Segment Open

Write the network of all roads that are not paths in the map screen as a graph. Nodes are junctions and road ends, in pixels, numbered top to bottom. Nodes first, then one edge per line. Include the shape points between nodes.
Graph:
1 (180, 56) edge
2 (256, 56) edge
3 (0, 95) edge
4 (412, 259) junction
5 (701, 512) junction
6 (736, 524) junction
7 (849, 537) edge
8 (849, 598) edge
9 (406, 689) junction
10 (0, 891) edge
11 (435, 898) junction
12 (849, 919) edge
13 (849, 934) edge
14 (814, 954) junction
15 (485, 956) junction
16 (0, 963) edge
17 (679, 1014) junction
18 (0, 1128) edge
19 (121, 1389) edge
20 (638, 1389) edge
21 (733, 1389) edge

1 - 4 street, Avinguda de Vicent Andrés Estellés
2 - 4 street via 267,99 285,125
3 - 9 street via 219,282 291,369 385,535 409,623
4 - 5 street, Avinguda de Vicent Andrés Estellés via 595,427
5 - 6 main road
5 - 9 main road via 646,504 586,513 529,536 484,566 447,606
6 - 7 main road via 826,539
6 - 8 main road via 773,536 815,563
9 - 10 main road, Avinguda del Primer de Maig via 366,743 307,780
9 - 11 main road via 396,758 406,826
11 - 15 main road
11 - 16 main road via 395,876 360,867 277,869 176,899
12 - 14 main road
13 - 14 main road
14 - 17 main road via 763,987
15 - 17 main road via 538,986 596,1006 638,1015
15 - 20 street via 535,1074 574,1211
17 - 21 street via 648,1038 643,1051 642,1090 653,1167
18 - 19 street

Segment Closed
Segment Open

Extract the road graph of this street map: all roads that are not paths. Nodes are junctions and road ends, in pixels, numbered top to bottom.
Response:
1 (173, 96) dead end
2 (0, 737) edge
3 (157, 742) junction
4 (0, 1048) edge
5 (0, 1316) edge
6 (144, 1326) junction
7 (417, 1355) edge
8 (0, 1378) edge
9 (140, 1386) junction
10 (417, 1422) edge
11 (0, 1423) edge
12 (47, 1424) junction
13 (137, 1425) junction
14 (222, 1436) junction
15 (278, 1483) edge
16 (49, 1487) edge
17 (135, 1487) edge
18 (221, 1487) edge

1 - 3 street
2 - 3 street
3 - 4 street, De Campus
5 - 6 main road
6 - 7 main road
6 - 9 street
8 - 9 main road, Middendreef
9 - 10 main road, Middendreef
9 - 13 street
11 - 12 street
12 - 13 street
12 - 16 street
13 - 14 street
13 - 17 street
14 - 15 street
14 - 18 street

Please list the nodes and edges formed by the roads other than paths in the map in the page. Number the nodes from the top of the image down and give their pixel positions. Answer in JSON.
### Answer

Segment Closed

WHAT TO PRODUCE = The word "numbered" appears in some of the lines above. Copy those lines.

EXERCISE SOLUTION =
Write the network of all roads that are not paths in the map screen as a graph. Nodes are junctions and road ends, in pixels, numbered top to bottom. Nodes first, then one edge per line. Include the shape points between nodes.
Extract the road graph of this street map: all roads that are not paths. Nodes are junctions and road ends, in pixels, numbered top to bottom.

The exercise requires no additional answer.